For 16 years, Airbus, Boeing, Europe and the U.S. have been warring in the World Trade Organization (WTO) over government subsidies to the OEMs that make large airliners. Both sides have won in court, and last year Washington got the green light to collect up to $7.5 billion in penalties. But by May or June, the WTO will announce how much Europe can collect in return.

With that deadline looming, Boeing and the Trump administration recently offered both carrots and sticks to try to nudge Airbus and the EU toward a settlement. First, the administration announced on Feb. 14 that the tariffs applied to large commercial aircraft from Europe imported into the U.S. will rise from 10% to 15% on March 18.

Second, new legislation was introduced for consideration in Washington state that would dial back tax benefits to Boeing worth about $100 million a year. “Boeing applauds the actions today by Washington state leaders to introduce this legislation,” the company said Feb. 19. “We fully support and have advocated for this action.”

Boeing said the legislation, if enacted, would “resolve the sole finding against the United States,” although the WTO would rule on that, and Airbus can dispute the ruling in a process that could take a year to play out. In a separate, parallel case that ended last year, Airbus undertook similar actions to unwind illegal subsidies. The company argued it was shutting down the A380 program, which would obviate the need for subsidies, but Boeing successfully fought that part of the argument.

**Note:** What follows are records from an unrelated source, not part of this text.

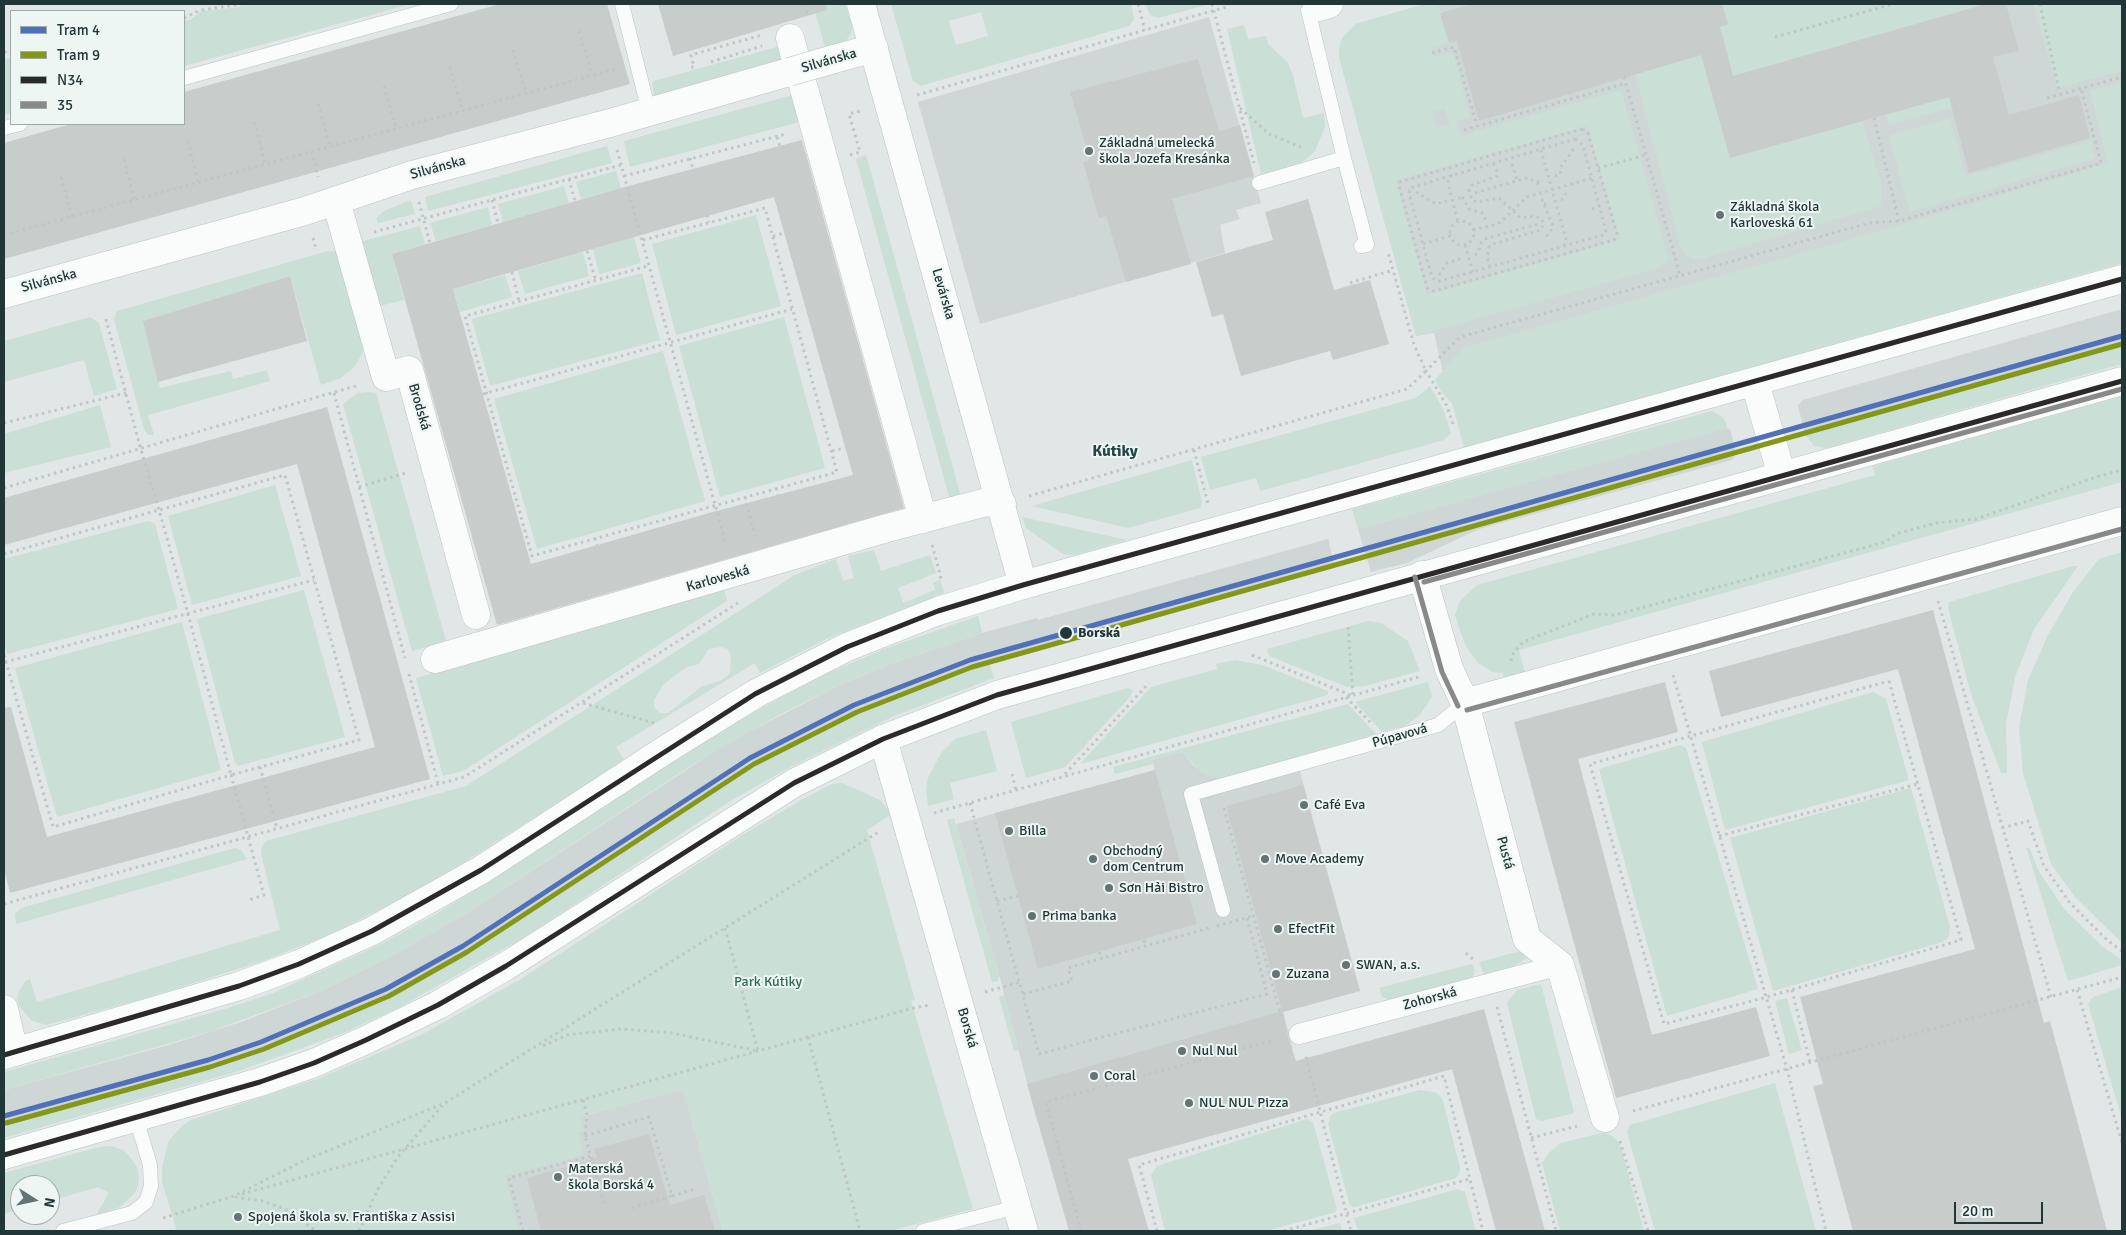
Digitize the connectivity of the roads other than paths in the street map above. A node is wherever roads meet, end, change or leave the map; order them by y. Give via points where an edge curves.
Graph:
1 (451, 4) edge
2 (622, 4) edge
3 (861, 4) edge
4 (1324, 5) edge
5 (790, 38) road end
6 (874, 48) junction
7 (185, 78) edge
8 (649, 112) junction
9 (1344, 158) junction
10 (1259, 183) road end
11 (336, 201) junction
12 (1361, 246) dead end
13 (2122, 280) edge
14 (4, 294) edge
15 (2122, 381) edge
16 (1755, 383) junction
17 (1782, 476) junction
18 (1002, 504) junction
19 (923, 519) junction
20 (2122, 521) edge
21 (1422, 575) junction
22 (1023, 585) junction
23 (476, 615) dead end
24 (435, 659) dead end
25 (1465, 703) junction
26 (883, 739) junction
27 (1224, 910) dead end
28 (1560, 965) junction
29 (4, 1009) edge
30 (1299, 1034) road end
31 (9, 1054) edge
32 (136, 1118) junction
33 (1605, 1118) road end
34 (4, 1155) edge
35 (1020, 1219) edge
36 (63, 1231) edge
37 (923, 1231) edge

1 - 7 lane
2 - 8 lane
3 - 6 street, Levárska
4 - 9 lane via 1308,10
5 - 19 street
6 - 8 street, Silvánska, bridge
6 - 18 street, Levárska
8 - 11 street, Silvánska via 412,175
9 - 10 lane
9 - 12 lane via 1367,245
11 - 14 street, Silvánska
11 - 23 street, Brodská via 386,377 409,370
13 - 16 street
15 - 17 street
16 - 17 street
16 - 22 street
17 - 21 street
18 - 19 street, Karloveská via 987,502
18 - 22 street, Levárska
19 - 24 street, Karloveská
20 - 25 street, Púpavová
21 - 25 street, Pustá via 1449,669
21 - 26 street via 997,695
22 - 31 street via 938,611 847,647 755,694 481,870 372,931 240,986
25 - 27 lane, Púpavová via 1438,725 1191,794
25 - 28 street, Pustá via 1527,939
26 - 32 street via 794,783 506,966 438,1005 314,1063
26 - 35 street, Borská
28 - 30 street, Zohorská
28 - 33 street
29 - 31 street
32 - 34 street
32 - 36 lane via 150,1165 152,1186 146,1202 132,1213
35 - 37 lane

Nonetheless, in order for the new legislation to matter, it ostensibly would have to become law first. Also, withdrawal of the tax benefit is not the same as making up for the harm the benefits might have done in the past. “It is unclear what impact the move will have,” JP Morgan analysts say about the legislation.

Similarly, the tariff increase to 15% is not expected to have an immediate effect. The initial implementation of the 10% penalty last year was seen mostly as a political warning shot. Indeed, U.S. specialty food and wine sectors have complained more loudly about the immediate impact on their businesses since the U.S. tariffs were implemented.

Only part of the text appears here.